YOUR GOAL: The records below are to be repeated in full, exactly as they are.

GIVEN RECORDS:
* * * *

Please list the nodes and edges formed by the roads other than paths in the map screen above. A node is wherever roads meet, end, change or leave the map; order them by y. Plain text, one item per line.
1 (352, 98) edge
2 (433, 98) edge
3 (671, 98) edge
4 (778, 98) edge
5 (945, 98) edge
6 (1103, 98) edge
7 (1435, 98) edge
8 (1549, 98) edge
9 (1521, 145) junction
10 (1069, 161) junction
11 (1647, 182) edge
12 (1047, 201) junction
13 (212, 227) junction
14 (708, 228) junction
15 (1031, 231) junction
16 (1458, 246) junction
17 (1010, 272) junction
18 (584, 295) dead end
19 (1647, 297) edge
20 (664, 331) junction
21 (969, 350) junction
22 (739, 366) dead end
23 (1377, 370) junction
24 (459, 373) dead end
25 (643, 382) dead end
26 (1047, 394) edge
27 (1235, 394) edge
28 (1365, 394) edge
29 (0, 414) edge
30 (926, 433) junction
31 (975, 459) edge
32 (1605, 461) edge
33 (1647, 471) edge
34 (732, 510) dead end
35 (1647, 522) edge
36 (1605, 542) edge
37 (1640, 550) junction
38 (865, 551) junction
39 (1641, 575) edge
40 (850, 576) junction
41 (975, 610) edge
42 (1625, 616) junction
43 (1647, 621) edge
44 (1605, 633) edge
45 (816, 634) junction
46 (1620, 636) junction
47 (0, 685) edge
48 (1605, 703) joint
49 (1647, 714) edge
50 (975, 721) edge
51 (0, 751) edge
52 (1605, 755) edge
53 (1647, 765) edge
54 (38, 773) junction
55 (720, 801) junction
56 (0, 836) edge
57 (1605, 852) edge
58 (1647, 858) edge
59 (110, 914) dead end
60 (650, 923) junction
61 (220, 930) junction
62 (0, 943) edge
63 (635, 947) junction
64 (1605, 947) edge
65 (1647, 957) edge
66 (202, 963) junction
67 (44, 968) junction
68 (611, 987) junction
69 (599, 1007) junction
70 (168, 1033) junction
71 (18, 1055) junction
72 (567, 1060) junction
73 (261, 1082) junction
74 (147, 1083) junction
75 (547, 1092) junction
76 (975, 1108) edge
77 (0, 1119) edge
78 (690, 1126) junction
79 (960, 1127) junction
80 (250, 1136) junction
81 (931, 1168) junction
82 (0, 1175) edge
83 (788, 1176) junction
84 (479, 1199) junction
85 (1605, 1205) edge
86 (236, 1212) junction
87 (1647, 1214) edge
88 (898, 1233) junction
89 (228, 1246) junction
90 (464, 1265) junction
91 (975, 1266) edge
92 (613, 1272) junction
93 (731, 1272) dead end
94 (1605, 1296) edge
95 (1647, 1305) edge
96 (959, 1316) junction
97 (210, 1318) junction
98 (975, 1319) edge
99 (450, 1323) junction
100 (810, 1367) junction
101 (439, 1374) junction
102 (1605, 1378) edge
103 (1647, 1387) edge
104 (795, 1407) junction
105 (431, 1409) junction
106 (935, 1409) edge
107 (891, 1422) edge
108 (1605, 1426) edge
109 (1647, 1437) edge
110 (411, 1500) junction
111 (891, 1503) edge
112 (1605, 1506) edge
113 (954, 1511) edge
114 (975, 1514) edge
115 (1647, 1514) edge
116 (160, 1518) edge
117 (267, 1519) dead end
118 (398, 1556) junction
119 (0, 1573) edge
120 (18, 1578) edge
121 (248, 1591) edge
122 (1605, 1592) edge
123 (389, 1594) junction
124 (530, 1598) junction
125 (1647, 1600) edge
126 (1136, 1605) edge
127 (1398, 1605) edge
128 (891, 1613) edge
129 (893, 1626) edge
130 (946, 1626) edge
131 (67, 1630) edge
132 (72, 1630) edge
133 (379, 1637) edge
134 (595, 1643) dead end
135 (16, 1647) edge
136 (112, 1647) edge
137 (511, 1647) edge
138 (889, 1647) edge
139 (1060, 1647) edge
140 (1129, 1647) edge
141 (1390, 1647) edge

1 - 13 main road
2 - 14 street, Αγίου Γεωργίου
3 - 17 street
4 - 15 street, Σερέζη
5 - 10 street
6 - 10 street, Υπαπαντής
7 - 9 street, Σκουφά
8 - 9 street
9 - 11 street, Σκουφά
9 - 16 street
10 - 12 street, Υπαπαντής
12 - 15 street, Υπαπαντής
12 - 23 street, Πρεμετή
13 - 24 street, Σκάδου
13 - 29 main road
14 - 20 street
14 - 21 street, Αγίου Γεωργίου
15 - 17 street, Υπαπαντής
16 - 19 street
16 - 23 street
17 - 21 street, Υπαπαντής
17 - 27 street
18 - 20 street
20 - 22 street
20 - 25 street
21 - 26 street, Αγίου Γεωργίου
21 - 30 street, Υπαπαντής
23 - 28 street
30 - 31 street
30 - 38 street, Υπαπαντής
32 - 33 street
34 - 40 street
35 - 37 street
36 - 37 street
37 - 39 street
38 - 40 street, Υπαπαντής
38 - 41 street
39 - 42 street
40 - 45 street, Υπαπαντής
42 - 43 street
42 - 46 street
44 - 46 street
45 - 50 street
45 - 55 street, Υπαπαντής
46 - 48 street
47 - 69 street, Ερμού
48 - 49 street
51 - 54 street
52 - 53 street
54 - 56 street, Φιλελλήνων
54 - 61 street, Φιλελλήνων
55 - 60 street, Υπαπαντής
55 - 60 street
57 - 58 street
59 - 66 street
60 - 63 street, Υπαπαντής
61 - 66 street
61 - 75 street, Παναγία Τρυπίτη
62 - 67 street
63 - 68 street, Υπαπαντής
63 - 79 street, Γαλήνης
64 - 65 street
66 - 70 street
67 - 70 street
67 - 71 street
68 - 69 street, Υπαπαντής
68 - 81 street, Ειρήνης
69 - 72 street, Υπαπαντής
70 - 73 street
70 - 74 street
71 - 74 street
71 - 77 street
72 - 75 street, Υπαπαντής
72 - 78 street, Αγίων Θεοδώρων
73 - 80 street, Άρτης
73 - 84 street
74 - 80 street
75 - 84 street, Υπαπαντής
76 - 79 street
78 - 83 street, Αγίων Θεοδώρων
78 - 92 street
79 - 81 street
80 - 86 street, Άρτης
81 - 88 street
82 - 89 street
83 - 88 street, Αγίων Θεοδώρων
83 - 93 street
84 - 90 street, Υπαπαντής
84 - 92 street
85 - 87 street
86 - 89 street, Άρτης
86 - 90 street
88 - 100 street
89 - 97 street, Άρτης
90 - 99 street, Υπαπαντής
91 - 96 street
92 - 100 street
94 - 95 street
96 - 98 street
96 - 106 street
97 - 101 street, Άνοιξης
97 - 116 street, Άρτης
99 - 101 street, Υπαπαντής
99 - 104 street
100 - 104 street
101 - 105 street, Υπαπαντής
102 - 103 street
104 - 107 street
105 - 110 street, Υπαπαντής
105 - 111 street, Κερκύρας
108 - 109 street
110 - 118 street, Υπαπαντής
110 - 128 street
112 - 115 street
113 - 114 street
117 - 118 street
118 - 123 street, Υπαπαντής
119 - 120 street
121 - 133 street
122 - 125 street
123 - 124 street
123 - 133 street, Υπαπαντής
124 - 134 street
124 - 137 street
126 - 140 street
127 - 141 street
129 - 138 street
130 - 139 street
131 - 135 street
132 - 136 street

* * * *

WRITTEN SOLUTION:
Please list the nodes and edges formed by the roads other than paths in the map screen above. A node is wherever roads meet, end, change or leave the map; order them by y. Plain text, one item per line.
1 (352, 98) edge
2 (433, 98) edge
3 (671, 98) edge
4 (778, 98) edge
5 (945, 98) edge
6 (1103, 98) edge
7 (1435, 98) edge
8 (1549, 98) edge
9 (1521, 145) junction
10 (1069, 161) junction
11 (1647, 182) edge
12 (1047, 201) junction
13 (212, 227) junction
14 (708, 228) junction
15 (1031, 231) junction
16 (1458, 246) junction
17 (1010, 272) junction
18 (584, 295) dead end
19 (1647, 297) edge
20 (664, 331) junction
21 (969, 350) junction
22 (739, 366) dead end
23 (1377, 370) junction
24 (459, 373) dead end
25 (643, 382) dead end
26 (1047, 394) edge
27 (1235, 394) edge
28 (1365, 394) edge
29 (0, 414) edge
30 (926, 433) junction
31 (975, 459) edge
32 (1605, 461) edge
33 (1647, 471) edge
34 (732, 510) dead end
35 (1647, 522) edge
36 (1605, 542) edge
37 (1640, 550) junction
38 (865, 551) junction
39 (1641, 575) edge
40 (850, 576) junction
41 (975, 610) edge
42 (1625, 616) junction
43 (1647, 621) edge
44 (1605, 633) edge
45 (816, 634) junction
46 (1620, 636) junction
47 (0, 685) edge
48 (1605, 703) joint
49 (1647, 714) edge
50 (975, 721) edge
51 (0, 751) edge
52 (1605, 755) edge
53 (1647, 765) edge
54 (38, 773) junction
55 (720, 801) junction
56 (0, 836) edge
57 (1605, 852) edge
58 (1647, 858) edge
59 (110, 914) dead end
60 (650, 923) junction
61 (220, 930) junction
62 (0, 943) edge
63 (635, 947) junction
64 (1605, 947) edge
65 (1647, 957) edge
66 (202, 963) junction
67 (44, 968) junction
68 (611, 987) junction
69 (599, 1007) junction
70 (168, 1033) junction
71 (18, 1055) junction
72 (567, 1060) junction
73 (261, 1082) junction
74 (147, 1083) junction
75 (547, 1092) junction
76 (975, 1108) edge
77 (0, 1119) edge
78 (690, 1126) junction
79 (960, 1127) junction
80 (250, 1136) junction
81 (931, 1168) junction
82 (0, 1175) edge
83 (788, 1176) junction
84 (479, 1199) junction
85 (1605, 1205) edge
86 (236, 1212) junction
87 (1647, 1214) edge
88 (898, 1233) junction
89 (228, 1246) junction
90 (464, 1265) junction
91 (975, 1266) edge
92 (613, 1272) junction
93 (731, 1272) dead end
94 (1605, 1296) edge
95 (1647, 1305) edge
96 (959, 1316) junction
97 (210, 1318) junction
98 (975, 1319) edge
99 (450, 1323) junction
100 (810, 1367) junction
101 (439, 1374) junction
102 (1605, 1378) edge
103 (1647, 1387) edge
104 (795, 1407) junction
105 (431, 1409) junction
106 (935, 1409) edge
107 (891, 1422) edge
108 (1605, 1426) edge
109 (1647, 1437) edge
110 (411, 1500) junction
111 (891, 1503) edge
112 (1605, 1506) edge
113 (954, 1511) edge
114 (975, 1514) edge
115 (1647, 1514) edge
116 (160, 1518) edge
117 (267, 1519) dead end
118 (398, 1556) junction
119 (0, 1573) edge
120 (18, 1578) edge
121 (248, 1591) edge
122 (1605, 1592) edge
123 (389, 1594) junction
124 (530, 1598) junction
125 (1647, 1600) edge
126 (1136, 1605) edge
127 (1398, 1605) edge
128 (891, 1613) edge
129 (893, 1626) edge
130 (946, 1626) edge
131 (67, 1630) edge
132 (72, 1630) edge
133 (379, 1637) edge
134 (595, 1643) dead end
135 (16, 1647) edge
136 (112, 1647) edge
137 (511, 1647) edge
138 (889, 1647) edge
139 (1060, 1647) edge
140 (1129, 1647) edge
141 (1390, 1647) edge

1 - 13 main road
2 - 14 street, Αγίου Γεωργίου
3 - 17 street
4 - 15 street, Σερέζη
5 - 10 street
6 - 10 street, Υπαπαντής
7 - 9 street, Σκουφά
8 - 9 street
9 - 11 street, Σκουφά
9 - 16 street
10 - 12 street, Υπαπαντής
12 - 15 street, Υπαπαντής
12 - 23 street, Πρεμετή
13 - 24 street, Σκάδου
13 - 29 main road
14 - 20 street
14 - 21 street, Αγίου Γεωργίου
15 - 17 street, Υπαπαντής
16 - 19 street
16 - 23 street
17 - 21 street, Υπαπαντής
17 - 27 street
18 - 20 street
20 - 22 street
20 - 25 street
21 - 26 street, Αγίου Γεωργίου
21 - 30 street, Υπαπαντής
23 - 28 street
30 - 31 street
30 - 38 street, Υπαπαντής
32 - 33 street
34 - 40 street
35 - 37 street
36 - 37 street
37 - 39 street
38 - 40 street, Υπαπαντής
38 - 41 street
39 - 42 street
40 - 45 street, Υπαπαντής
42 - 43 street
42 - 46 street
44 - 46 street
45 - 50 street
45 - 55 street, Υπαπαντής
46 - 48 street
47 - 69 street, Ερμού
48 - 49 street
51 - 54 street
52 - 53 street
54 - 56 street, Φιλελλήνων
54 - 61 street, Φιλελλήνων
55 - 60 street, Υπαπαντής
55 - 60 street
57 - 58 street
59 - 66 street
60 - 63 street, Υπαπαντής
61 - 66 street
61 - 75 street, Παναγία Τρυπίτη
62 - 67 street
63 - 68 street, Υπαπαντής
63 - 79 street, Γαλήνης
64 - 65 street
66 - 70 street
67 - 70 street
67 - 71 street
68 - 69 street, Υπαπαντής
68 - 81 street, Ειρήνης
69 - 72 street, Υπαπαντής
70 - 73 street
70 - 74 street
71 - 74 street
71 - 77 street
72 - 75 street, Υπαπαντής
72 - 78 street, Αγίων Θεοδώρων
73 - 80 street, Άρτης
73 - 84 street
74 - 80 street
75 - 84 street, Υπαπαντής
76 - 79 street
78 - 83 street, Αγίων Θεοδώρων
78 - 92 street
79 - 81 street
80 - 86 street, Άρτης
81 - 88 street
82 - 89 street
83 - 88 street, Αγίων Θεοδώρων
83 - 93 street
84 - 90 street, Υπαπαντής
84 - 92 street
85 - 87 street
86 - 89 street, Άρτης
86 - 90 street
88 - 100 street
89 - 97 street, Άρτης
90 - 99 street, Υπαπαντής
91 - 96 street
92 - 100 street
94 - 95 street
96 - 98 street
96 - 106 street
97 - 101 street, Άνοιξης
97 - 116 street, Άρτης
99 - 101 street, Υπαπαντής
99 - 104 street
100 - 104 street
101 - 105 street, Υπαπαντής
102 - 103 street
104 - 107 street
105 - 110 street, Υπαπαντής
105 - 111 street, Κερκύρας
108 - 109 street
110 - 118 street, Υπαπαντής
110 - 128 street
112 - 115 street
113 - 114 street
117 - 118 street
118 - 123 street, Υπαπαντής
119 - 120 street
121 - 133 street
122 - 125 street
123 - 124 street
123 - 133 street, Υπαπαντής
124 - 134 street
124 - 137 street
126 - 140 street
127 - 141 street
129 - 138 street
130 - 139 street
131 - 135 street
132 - 136 street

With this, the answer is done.